In Mongolia, plants preserved in a volcanic ash fall deposit as part of a so-called "vegetational Pompeii," may have resolved the mystery of the Noeggerathiales.

What are Noeggerathiales? Paleontologists have wanted to really know since they first learned of them.

Scientists know they were peat-forming plants that lived approximately 325-251 million years ago but their relationships with other plant groups was unknown. Were they an evolutionary dead end? Now it has been established that Noeggerathiales had the spore propagation mode of ferns and the vascular tissue of seed plants. They belonged to a sister group of seed plants, the former gymnosperm.
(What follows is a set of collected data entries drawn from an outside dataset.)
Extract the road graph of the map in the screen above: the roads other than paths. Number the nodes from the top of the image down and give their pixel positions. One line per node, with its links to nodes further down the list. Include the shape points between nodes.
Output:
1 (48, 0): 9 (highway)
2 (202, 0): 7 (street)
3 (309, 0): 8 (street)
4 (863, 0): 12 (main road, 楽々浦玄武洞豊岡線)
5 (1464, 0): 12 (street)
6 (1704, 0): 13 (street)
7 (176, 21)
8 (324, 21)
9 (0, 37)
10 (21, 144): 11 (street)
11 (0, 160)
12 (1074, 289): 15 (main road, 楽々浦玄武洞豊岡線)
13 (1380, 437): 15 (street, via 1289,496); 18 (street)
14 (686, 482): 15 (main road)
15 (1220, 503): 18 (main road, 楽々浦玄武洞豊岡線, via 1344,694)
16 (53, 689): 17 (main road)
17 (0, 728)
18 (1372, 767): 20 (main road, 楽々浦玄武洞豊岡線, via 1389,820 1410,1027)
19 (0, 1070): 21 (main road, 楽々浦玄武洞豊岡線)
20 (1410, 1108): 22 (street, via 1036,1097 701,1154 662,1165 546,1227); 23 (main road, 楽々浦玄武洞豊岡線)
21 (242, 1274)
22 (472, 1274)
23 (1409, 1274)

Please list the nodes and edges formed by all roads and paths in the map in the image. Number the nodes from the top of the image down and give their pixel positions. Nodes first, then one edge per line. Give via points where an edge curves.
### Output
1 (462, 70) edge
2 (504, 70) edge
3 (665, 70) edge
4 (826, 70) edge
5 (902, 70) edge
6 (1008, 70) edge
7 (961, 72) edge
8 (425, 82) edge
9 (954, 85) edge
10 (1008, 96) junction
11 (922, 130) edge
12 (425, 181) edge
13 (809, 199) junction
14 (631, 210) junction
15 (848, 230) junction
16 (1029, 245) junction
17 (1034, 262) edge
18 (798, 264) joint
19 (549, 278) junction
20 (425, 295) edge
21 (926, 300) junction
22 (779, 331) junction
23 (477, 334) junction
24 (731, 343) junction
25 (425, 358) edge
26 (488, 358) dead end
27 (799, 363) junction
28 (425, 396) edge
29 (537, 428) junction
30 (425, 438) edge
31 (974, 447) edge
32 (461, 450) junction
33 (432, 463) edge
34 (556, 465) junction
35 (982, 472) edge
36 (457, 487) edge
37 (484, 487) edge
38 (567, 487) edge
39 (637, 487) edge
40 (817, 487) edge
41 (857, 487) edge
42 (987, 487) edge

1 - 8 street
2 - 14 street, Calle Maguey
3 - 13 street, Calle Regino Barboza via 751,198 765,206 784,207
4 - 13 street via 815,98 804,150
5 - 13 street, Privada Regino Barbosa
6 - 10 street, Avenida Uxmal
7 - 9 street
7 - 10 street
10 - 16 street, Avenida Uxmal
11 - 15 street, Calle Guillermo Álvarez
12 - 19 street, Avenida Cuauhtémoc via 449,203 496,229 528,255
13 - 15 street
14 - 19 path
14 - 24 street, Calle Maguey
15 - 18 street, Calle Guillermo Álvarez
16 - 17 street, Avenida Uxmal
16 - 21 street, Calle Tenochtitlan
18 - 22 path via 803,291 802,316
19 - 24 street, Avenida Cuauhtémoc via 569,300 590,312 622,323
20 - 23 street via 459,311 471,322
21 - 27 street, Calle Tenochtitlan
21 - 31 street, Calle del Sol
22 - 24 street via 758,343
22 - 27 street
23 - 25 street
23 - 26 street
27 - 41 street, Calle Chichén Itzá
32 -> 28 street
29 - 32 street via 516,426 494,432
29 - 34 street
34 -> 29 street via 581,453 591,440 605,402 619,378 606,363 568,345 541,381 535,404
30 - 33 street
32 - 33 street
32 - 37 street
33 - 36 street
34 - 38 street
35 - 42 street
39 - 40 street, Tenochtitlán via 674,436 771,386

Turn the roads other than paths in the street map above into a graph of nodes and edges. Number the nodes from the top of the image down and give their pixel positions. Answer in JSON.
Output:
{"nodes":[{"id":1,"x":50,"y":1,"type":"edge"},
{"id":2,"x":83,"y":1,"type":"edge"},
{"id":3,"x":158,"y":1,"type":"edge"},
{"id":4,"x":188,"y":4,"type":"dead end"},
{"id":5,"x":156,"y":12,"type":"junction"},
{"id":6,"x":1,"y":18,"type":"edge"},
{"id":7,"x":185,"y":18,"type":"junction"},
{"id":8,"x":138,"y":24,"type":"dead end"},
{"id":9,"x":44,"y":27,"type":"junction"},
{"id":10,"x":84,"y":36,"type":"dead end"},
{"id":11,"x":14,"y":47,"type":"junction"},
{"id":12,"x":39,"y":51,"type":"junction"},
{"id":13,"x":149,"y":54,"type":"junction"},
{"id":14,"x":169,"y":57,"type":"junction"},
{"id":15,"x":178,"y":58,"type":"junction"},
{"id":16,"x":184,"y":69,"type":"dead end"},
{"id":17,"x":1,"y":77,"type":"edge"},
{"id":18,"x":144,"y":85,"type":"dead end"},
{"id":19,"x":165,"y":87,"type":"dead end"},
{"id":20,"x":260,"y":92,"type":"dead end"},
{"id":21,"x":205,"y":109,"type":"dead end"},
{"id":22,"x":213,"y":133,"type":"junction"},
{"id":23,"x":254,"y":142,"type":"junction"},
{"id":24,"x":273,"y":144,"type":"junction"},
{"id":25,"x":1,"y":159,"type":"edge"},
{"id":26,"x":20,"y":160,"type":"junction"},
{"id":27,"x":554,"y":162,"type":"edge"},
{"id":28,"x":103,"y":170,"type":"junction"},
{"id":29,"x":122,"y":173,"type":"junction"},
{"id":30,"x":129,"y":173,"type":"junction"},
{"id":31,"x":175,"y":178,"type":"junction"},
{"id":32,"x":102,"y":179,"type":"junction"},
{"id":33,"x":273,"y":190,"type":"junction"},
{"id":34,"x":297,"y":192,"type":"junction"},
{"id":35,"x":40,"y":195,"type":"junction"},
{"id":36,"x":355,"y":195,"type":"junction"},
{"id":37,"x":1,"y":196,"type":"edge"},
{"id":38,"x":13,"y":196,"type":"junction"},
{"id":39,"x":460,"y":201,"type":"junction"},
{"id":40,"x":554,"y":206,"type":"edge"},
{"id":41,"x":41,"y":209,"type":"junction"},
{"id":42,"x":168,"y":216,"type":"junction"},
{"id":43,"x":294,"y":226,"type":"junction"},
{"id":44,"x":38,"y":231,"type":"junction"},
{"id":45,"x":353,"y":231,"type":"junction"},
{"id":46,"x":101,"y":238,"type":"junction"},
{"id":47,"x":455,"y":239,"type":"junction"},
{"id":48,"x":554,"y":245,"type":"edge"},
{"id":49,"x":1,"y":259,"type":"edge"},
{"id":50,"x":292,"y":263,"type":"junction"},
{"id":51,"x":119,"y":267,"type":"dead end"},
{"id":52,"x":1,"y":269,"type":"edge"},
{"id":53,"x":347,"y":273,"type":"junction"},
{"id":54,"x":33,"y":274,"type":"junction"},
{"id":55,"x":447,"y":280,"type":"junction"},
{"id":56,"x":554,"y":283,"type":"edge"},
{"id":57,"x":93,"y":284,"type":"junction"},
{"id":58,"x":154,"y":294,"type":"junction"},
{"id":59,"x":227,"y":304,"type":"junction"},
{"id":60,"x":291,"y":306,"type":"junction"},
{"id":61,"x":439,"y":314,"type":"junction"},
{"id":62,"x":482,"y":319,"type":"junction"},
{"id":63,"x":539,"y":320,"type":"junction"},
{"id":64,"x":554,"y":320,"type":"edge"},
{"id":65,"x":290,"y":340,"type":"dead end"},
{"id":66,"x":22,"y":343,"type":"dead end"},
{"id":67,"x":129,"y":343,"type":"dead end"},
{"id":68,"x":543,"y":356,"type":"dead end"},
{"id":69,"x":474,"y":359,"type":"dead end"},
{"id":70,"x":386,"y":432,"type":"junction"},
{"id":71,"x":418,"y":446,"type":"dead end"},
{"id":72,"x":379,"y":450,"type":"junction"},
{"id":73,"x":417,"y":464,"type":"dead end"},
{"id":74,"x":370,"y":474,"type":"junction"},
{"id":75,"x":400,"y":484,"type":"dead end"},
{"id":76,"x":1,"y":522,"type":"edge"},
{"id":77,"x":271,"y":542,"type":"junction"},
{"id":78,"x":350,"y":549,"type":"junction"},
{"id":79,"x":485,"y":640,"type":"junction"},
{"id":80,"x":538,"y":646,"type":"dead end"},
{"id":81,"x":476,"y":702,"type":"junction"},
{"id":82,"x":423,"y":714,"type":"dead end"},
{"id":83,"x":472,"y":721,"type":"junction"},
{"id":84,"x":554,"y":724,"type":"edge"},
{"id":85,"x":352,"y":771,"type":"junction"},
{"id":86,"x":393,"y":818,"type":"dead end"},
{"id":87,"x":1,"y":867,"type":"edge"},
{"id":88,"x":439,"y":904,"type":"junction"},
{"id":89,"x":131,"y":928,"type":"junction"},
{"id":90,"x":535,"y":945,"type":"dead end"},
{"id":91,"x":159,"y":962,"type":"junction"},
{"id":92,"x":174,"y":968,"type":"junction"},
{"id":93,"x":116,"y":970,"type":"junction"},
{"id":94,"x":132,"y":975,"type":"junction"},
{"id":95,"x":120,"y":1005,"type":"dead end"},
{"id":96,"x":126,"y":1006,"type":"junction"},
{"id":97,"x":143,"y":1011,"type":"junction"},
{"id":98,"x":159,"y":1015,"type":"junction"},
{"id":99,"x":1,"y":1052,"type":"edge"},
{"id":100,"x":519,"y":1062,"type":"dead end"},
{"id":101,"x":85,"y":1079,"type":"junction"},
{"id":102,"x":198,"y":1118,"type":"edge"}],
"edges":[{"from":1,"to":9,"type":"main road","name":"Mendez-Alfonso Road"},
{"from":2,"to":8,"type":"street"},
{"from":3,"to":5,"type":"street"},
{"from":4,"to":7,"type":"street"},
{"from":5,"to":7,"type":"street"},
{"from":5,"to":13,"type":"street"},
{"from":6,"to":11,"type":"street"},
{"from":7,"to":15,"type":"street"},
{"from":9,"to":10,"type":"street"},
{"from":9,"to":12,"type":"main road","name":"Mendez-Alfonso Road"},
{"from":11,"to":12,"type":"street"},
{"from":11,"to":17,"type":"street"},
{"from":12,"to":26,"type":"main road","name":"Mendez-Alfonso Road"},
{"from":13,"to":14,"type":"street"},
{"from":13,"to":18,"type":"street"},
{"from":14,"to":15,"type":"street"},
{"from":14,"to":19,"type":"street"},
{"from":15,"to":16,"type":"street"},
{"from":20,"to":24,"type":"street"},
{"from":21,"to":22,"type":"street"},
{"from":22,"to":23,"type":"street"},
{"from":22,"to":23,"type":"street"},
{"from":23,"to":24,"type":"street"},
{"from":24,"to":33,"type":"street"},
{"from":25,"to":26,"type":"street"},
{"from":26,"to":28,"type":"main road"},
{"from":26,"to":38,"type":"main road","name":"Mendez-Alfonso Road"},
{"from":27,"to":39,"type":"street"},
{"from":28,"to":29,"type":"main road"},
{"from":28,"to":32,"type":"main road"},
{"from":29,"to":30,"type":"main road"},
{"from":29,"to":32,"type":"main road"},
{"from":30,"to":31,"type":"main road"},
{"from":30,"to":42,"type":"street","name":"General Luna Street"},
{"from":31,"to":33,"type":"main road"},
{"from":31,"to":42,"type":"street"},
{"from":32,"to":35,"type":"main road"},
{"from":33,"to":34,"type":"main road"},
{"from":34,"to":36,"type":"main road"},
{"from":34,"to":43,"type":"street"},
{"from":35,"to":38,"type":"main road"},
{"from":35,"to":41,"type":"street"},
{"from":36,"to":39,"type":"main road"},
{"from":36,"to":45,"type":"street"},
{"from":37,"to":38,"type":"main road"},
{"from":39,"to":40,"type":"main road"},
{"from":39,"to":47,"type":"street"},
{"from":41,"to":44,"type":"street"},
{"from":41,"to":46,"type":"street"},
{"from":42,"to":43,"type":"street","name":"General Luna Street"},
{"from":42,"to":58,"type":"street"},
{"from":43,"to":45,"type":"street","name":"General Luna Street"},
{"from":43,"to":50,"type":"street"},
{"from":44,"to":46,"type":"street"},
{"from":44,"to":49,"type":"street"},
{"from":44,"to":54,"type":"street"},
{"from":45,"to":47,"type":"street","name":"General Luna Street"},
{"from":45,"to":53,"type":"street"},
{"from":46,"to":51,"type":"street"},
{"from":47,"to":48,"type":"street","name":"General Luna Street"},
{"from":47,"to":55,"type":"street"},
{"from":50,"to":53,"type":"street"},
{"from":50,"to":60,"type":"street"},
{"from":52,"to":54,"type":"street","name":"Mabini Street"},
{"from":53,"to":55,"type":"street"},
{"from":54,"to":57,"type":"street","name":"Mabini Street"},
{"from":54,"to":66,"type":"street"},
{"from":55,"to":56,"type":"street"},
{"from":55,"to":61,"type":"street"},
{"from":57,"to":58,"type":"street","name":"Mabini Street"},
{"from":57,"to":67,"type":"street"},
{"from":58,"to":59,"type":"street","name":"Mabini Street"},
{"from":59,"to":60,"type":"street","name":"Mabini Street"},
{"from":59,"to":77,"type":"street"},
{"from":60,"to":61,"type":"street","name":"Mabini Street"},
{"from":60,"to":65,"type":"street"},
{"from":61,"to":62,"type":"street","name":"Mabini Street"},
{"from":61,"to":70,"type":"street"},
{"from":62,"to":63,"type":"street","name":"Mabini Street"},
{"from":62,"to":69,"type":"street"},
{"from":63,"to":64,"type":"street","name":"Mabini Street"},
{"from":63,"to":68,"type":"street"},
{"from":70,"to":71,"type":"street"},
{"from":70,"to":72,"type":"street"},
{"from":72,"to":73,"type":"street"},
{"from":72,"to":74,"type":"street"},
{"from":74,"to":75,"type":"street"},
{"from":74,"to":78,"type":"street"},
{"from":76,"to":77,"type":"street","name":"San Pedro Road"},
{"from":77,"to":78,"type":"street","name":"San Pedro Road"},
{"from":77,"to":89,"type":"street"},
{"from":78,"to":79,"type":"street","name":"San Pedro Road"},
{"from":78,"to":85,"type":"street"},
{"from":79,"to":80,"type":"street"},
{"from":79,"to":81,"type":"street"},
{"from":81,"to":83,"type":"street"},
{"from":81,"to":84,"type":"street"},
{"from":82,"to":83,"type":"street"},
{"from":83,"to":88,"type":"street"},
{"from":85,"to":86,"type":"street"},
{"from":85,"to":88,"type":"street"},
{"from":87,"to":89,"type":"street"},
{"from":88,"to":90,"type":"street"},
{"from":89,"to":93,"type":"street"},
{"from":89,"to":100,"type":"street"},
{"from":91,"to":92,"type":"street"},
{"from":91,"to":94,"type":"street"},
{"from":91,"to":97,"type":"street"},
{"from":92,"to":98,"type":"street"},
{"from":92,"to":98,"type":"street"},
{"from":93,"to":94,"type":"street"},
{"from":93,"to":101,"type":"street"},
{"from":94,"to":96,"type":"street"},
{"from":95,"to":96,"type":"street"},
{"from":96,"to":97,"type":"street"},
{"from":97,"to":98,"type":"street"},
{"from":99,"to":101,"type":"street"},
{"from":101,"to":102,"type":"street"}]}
The researchers studied complete plants preserved in a 66-cm-thick bed of volcanic ash that fell 298 million years ago and smothered all the plants growing in a swamp. The ash prevented the fossils from being consumed by other organisms or decaying and thus preserved many complete individuals.

From these complete plants, the scientists reconstructed a new species of Noeggerathiales named Paratingia wuhaia that finally allowed the groups affinity and evolutionary importance to be determined.


Image:  NIGPAS

These results show for the first time that Noeggerathiales were advanced members of the evolutionary lineage from which seed plants evolved. This is important as it shows Noeggerathiales are more closely related to seed plants than they are to other fern groups, and Noeggerathiales can no longer be considered an evolutionary dead end.

The study also shows that the ancestral lineage from which seed plants evolved diversified alongside the earliest seed plant radiation during the Devonian, Carboniferous and Permian periods and did not rapidly die out as previously thought.

Noeggerathiales are now recognized as an advanced group of spore plant that evolved complex cone-like structures from modified leaves. Despite their reproductive sophistication, however, they were victims of profound environmental and climate changes during the Permian-Triassic mass extinction approximately 251 million years ago that destroyed swamp ecosystems globally.

The "vegetational Pompeii" is certainly a fossil Lagerstätte, preserving a large number of materials that have huge potential for resolving mysteries in the area of palaeobotany.

"The whole-plant Paratingia wuhaia reconstructed here represents a tip of the iceberg. The ongoing research based on the fossils from the 'vegetational Pompeii' may bring about more and more reconstruction of ancient plants," said Professor Wang Jun from the Nanjing Institute of Geology and Palaeontology of the Chinese Academy of Sciences.